Mazzaro is one of the composers affiliated with Zimmer’s Remote Control Productions company. In the interview, Zimmer said he asked No Time to Die producer Barbara Broccoli “if it was okay that Steve Mazzaro, who is one of the most fabulous composers I know, could do it with me, because there was very little time.”

Was Zimmer perhaps just being polite?

Maybe yes, maybe no. One way Zimmer manages to do so many film scores is by enlisting the help of other composers.

On some films, Zimmer gets the primary “music by” credit while other Remote Control composers get secondary “additional music by” credits. Examples: Man of Steel, Dunkirk, Inception and The Dark Knight Rises.

On still other films, such as Batman v Superman and Blade Runner 2049, Zimmer actually shares the “music by” credit.

Regardless, in addition to Mazzaro, other Remote Control composers who’ve helped out Zimmer include Junkie XL and Lorne Balfe. The latter got the gig to score Mission: Impossible-Fallout and is slated to score the next two M:I movies.

Anything else in that interview catch your eye?

Zimmer’s quote about how “there was very little time” is worth noting.

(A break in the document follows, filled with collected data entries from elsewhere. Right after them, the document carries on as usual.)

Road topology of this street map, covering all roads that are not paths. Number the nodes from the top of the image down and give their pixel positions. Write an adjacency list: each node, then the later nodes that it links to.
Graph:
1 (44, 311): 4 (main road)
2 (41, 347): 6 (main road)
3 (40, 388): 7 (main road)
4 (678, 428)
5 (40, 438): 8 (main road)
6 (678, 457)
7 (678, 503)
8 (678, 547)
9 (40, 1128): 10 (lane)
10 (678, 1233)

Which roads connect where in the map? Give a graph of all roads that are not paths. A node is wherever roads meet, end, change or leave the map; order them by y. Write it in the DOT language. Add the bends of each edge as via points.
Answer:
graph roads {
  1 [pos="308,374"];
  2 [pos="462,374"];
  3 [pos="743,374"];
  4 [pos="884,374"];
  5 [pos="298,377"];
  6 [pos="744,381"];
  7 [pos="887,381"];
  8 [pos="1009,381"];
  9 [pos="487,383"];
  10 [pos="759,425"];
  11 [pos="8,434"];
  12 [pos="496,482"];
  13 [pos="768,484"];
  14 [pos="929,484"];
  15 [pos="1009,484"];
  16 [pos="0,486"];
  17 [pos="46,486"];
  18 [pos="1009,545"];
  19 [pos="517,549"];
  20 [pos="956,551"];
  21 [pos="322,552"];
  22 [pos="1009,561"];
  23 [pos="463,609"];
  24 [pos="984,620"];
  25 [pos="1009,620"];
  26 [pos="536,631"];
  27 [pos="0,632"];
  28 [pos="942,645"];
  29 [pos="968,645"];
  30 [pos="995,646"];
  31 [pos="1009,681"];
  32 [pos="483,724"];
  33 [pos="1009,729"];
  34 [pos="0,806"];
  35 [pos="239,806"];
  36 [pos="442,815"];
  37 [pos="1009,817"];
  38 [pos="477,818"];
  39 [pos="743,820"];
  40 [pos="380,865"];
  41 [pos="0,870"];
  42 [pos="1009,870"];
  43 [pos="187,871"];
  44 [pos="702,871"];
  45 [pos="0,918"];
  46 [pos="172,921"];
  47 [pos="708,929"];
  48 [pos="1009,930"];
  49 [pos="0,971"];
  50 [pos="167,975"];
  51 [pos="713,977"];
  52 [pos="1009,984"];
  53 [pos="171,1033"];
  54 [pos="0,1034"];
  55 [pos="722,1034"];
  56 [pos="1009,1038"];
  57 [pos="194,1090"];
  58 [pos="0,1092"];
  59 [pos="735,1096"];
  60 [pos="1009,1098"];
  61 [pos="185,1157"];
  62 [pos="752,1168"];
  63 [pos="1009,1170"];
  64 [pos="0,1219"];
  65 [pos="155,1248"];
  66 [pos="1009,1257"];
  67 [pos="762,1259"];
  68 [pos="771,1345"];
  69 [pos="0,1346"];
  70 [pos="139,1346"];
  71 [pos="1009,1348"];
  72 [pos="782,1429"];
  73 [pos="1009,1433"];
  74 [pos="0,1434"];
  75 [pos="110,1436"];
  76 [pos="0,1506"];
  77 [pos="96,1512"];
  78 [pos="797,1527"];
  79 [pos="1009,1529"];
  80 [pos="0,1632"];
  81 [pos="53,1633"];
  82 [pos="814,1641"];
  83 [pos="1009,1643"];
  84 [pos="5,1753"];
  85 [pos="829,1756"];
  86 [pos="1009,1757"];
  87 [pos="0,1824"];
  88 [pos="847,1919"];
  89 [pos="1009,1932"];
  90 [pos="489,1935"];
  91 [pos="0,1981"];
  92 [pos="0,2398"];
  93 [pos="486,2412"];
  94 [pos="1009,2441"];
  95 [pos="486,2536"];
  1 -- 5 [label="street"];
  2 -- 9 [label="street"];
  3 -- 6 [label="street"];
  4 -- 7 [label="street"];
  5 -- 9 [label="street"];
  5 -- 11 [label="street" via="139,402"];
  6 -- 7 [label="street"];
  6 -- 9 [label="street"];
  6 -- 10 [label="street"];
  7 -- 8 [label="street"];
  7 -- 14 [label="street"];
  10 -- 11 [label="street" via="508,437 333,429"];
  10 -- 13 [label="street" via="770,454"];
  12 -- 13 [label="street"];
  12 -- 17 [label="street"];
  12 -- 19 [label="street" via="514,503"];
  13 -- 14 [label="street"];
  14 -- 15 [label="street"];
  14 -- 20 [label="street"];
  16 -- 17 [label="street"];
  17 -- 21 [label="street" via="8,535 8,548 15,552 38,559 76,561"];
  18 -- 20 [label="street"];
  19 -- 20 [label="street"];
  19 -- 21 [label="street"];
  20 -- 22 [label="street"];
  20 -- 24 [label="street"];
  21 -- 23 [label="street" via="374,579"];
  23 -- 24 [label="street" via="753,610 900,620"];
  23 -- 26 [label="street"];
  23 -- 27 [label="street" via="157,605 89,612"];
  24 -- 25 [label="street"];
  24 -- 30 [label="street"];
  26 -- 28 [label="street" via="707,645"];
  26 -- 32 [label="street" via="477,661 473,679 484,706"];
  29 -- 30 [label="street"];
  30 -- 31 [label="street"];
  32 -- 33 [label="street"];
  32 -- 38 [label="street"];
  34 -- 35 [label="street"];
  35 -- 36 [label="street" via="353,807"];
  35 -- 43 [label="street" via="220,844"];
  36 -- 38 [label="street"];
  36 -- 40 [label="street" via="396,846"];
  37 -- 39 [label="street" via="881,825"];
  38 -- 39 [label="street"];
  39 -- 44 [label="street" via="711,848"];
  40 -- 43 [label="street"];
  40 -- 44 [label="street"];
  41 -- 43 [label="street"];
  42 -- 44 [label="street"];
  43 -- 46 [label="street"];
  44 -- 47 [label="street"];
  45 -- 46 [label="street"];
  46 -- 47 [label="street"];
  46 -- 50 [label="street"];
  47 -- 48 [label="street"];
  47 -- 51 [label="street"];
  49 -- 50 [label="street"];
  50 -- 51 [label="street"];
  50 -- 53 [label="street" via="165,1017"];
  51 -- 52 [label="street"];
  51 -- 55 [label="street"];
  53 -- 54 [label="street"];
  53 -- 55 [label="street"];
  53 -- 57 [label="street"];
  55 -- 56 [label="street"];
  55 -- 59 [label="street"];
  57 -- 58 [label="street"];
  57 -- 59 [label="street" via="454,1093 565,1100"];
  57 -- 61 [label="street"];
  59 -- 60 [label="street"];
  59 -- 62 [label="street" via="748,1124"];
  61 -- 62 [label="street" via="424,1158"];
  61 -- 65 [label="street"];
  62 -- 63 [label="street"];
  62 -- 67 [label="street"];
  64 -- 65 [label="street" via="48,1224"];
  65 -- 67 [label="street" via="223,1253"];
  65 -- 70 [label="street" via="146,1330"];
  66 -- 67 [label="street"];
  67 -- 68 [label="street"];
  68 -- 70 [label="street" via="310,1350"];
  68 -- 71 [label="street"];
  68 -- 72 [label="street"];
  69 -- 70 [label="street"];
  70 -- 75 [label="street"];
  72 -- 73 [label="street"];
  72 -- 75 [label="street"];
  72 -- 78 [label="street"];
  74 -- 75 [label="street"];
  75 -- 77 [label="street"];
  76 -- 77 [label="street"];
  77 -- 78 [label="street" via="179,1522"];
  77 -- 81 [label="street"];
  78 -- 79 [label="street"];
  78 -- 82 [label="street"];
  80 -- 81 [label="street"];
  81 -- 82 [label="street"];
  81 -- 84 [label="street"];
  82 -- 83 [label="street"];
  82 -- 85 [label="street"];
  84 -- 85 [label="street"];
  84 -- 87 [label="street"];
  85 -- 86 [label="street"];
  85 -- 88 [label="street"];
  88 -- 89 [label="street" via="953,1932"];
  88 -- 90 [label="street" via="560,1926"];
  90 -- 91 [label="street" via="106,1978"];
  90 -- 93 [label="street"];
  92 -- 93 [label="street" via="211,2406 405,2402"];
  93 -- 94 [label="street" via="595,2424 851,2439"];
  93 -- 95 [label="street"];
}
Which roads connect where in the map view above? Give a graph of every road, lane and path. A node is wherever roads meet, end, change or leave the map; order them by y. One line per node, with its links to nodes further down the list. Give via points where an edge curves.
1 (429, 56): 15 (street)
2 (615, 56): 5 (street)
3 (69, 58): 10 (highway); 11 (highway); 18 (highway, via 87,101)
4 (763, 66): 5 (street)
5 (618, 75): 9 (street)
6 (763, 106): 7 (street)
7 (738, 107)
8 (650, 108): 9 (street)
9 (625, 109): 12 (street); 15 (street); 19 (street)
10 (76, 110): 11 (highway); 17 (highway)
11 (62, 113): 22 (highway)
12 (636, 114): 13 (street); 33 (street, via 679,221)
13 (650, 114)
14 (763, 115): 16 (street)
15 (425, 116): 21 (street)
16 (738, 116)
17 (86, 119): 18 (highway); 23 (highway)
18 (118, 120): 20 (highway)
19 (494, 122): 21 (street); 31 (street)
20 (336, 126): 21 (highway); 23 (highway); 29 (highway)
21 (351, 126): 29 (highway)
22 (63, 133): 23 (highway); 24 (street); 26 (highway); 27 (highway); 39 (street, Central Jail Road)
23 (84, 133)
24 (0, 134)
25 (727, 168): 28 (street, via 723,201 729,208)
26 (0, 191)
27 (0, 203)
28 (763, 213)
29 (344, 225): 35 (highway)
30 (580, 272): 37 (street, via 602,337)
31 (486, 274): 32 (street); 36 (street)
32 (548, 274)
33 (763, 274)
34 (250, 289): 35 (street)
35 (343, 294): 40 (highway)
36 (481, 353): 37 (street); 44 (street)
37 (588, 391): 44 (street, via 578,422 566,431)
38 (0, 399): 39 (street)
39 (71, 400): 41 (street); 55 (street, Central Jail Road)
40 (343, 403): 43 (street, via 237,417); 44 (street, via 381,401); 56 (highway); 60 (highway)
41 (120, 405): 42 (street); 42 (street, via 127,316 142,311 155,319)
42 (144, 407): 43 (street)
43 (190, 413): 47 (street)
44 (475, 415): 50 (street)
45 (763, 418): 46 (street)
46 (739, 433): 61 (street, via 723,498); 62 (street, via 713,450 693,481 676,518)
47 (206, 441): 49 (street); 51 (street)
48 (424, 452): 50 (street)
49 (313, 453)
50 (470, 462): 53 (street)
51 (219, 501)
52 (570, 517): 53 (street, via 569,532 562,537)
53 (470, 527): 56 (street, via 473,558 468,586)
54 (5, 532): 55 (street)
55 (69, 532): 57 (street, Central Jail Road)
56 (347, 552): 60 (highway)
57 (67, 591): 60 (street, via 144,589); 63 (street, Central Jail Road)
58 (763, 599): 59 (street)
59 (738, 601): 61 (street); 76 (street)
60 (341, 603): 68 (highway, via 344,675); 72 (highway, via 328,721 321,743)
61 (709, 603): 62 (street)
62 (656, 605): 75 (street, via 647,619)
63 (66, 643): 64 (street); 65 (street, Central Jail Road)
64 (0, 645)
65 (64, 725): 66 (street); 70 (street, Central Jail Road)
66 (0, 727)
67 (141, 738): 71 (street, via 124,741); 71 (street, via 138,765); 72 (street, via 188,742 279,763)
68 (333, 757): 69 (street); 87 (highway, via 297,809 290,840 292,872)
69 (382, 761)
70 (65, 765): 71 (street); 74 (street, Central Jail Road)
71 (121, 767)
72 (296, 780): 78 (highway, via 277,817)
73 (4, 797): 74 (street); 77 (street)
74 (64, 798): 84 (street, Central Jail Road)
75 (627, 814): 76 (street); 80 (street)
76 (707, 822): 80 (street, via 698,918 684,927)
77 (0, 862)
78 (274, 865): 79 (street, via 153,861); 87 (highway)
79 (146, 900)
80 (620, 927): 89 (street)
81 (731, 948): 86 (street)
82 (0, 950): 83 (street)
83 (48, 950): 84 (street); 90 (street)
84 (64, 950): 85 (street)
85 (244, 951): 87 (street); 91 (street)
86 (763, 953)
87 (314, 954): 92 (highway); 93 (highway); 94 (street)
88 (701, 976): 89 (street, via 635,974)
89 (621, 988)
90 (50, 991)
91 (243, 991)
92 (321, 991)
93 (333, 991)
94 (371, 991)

Eon was trying to meet an April release date before the COVID-19 pandemic shut down movie theaters.

Zimmer (and Mazzaro) replaced Dan Romer, who had worked with director Cary Fukunaga on other projects. Since Skyfall, Eon Productions has generally deferred the choice of composer to the directors of Bond films. No Time to Die initially seemed to continue that pattern until Romer’s departure.

A common fan theory is that Romer produced a score deemed too extreme. Meanwhile, Eon had worked with Zimmer and Mazzaro on The Rhythm Section (Mazzaro as composer, Zimmer as music producer, with the latter getting top billing on the music title card).